Moradores de Cleveland marcham contra plano de construir muro

Manifestantes simulam barreira com tecido em crítica às propostas de Trump contra os imigrantes ilegais

Claudia Trevisan, ENVIADA ESPECIAL

21 Julho 2016 | 05h00

CLEVELAND, EUA - Moradora de Cleveland, Edith Rasell não tem ascendência hispânica, mas participou ontem de protesto contra as propostas de Donald Trump de deportar 11 milhões de pessoas que vivem no país sem documentos e de construir um muro na fronteira com o México.

Ao lado de manifestantes usando túnicas idênticas, ela se integrou a um “muro de tecido” que repetia o slogan “Wall off Trump”, que pode ser traduzido como Emparedem Trump.

“O problema não é que eles venham, mas o que acontece quando estão aqui”, disse Rasell, que defende a regularização dos que vivem nos EUA de maneira semiclandestina.

“O fato de imigrantes não terem documentos é ruim para a economia, porque empresários podem explorá-los com salários irrisórios. Por que vão pagar salários decentes se podem contratar pessoas por quase nada?”, perguntou Rasell, que é economista.

Trump usa um argumento semelhante para criticar a imigração ilegal, mas sua receita não é a de legalizar a presença das milhões de pessoas que estão no país sem documentos, mas expulsá-las e permitir que retornem de maneira legal, algo que especialistas consideram inexequível.

Nascida no México, Eva Cárdenas viajou de Atlanta a Cleveland para participar do protesto de ontem. “Trump usa uma retórica racista e xenofóbica, que dá vazão à violência contra imigrantes”, disse ela, que chegou aos EUA com seus pais quando tinha 10 anos.
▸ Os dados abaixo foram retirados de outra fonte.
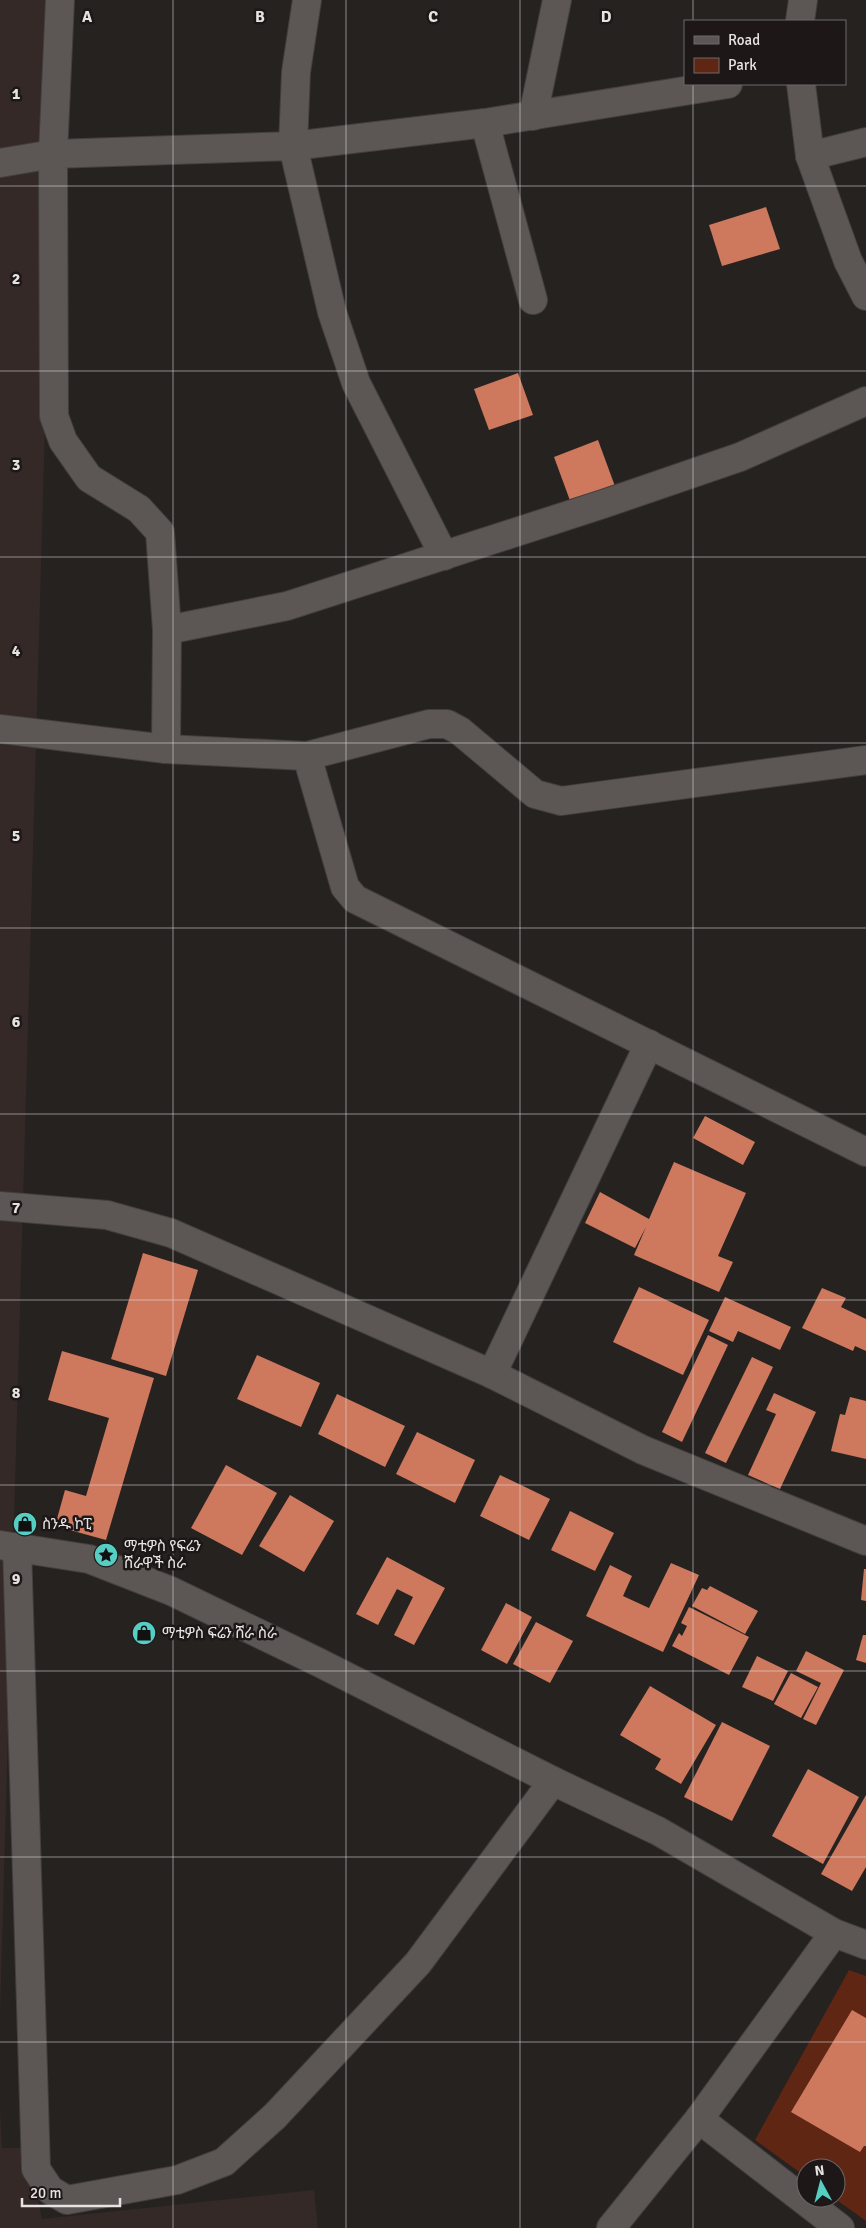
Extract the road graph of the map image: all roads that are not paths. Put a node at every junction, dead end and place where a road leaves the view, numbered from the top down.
1 (60, 0) edge
2 (307, 0) edge
3 (557, 0) edge
4 (803, 0) edge
5 (800, 20) edge
6 (722, 85) edge
7 (801, 85) edge
8 (533, 116) junction
9 (485, 123) junction
10 (866, 142) edge
11 (293, 146) junction
12 (53, 154) junction
13 (810, 156) junction
14 (0, 164) edge
15 (866, 296) edge
16 (533, 300) dead end
17 (866, 401) edge
18 (444, 556) junction
19 (167, 630) junction
20 (0, 729) edge
21 (166, 749) junction
22 (307, 756) junction
23 (866, 760) edge
24 (649, 1044) junction
25 (866, 1152) edge
26 (0, 1206) edge
27 (492, 1374) junction
28 (866, 1541) edge
29 (9, 1546) edge
30 (553, 1782) junction
31 (834, 1933) junction
32 (866, 1945) edge
33 (699, 2118) junction
34 (611, 2228) edge
35 (840, 2228) edge

1 - 12 street
2 - 11 street
3 - 8 street
4 - 5 street
6 - 8 street
7 - 13 street
8 - 9 street
9 - 11 street
9 - 16 street
10 - 13 street
11 - 12 street
11 - 18 street
12 - 14 street
12 - 19 street
13 - 15 street
17 - 18 street
18 - 19 street
19 - 21 street
20 - 21 street
21 - 22 street
22 - 23 street
22 - 24 street
24 - 25 street
24 - 27 street
26 - 27 street
27 - 28 street
29 - 30 street
29 - 30 street
30 - 31 street
31 - 32 street
31 - 33 street
33 - 34 street
33 - 35 street

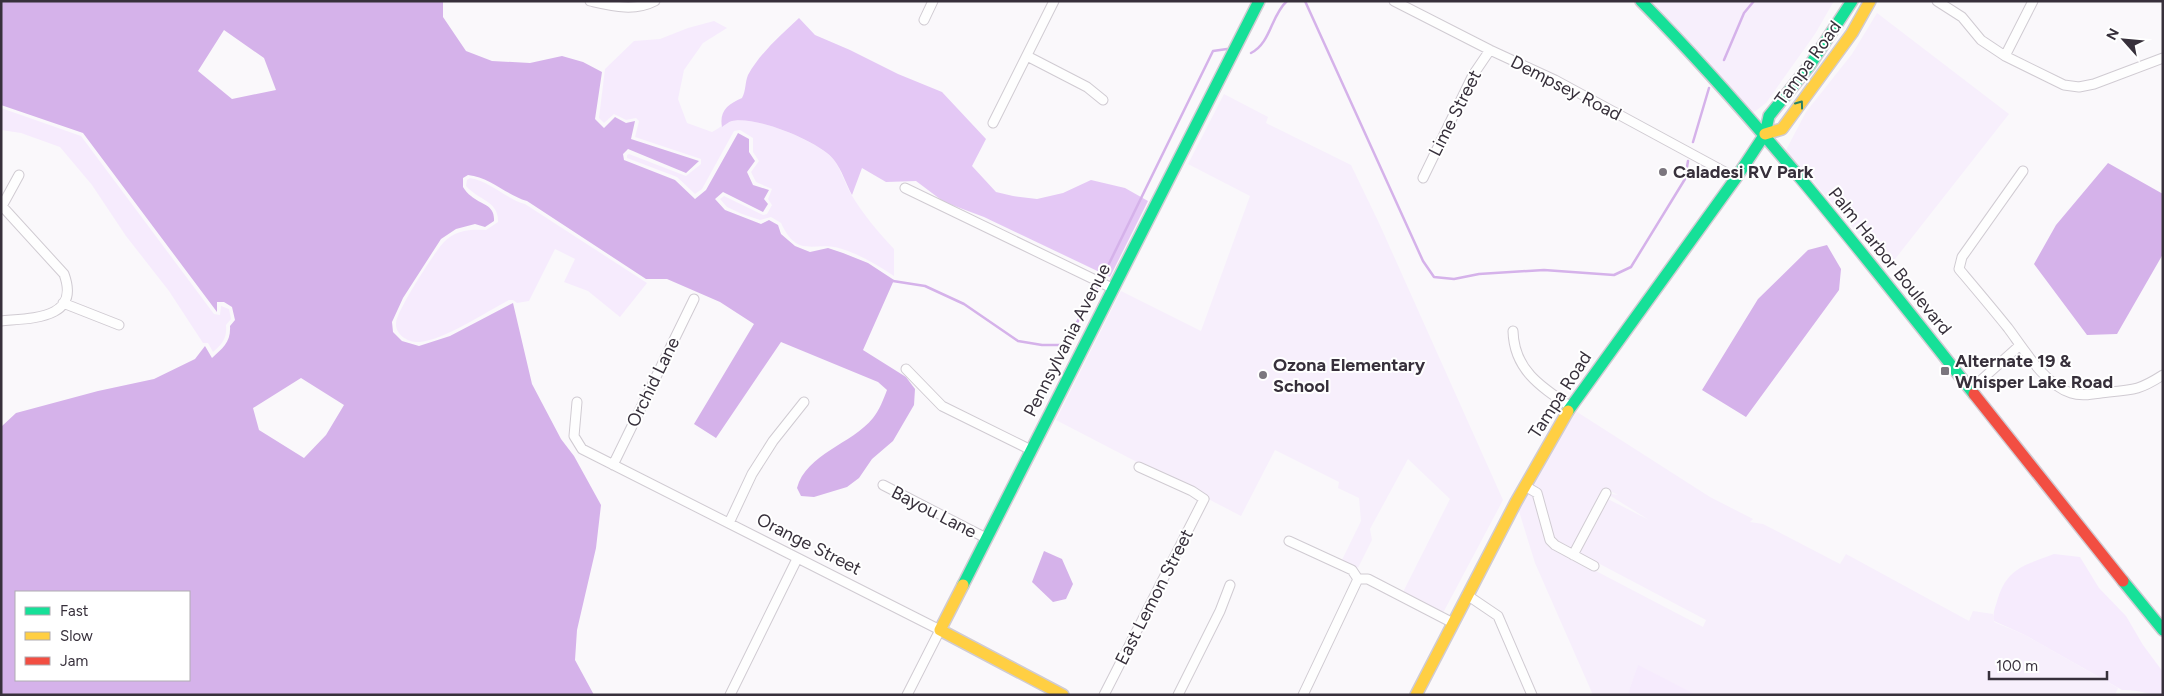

Todos de sua família vivem legalmente no país. 

Entre as palavras de ordem repetidas em espanhol estava “aqui estamos e não nos vamos; e, se nos expulsam, voltamos”. O artista Remy pertence à tribo navajo e foi responsável pelo desenho de um dos “muros de tecido” usados na manifestação, que uniu diferentes grupos de defesa dos direitos de imigrantes. “A população indígena deste país sabe o que a construção de muros significa” afirmou. “Nós fomos colocados em reservas cercadas, que eu chamo de campos de concentração.”

A manifestação ocorreu na entrada da arena Quicken Loans, onde os delegados republicanos se reúnem desde segunda-feira. Dentro do local, a palavra de ordem é “construa o muro!”.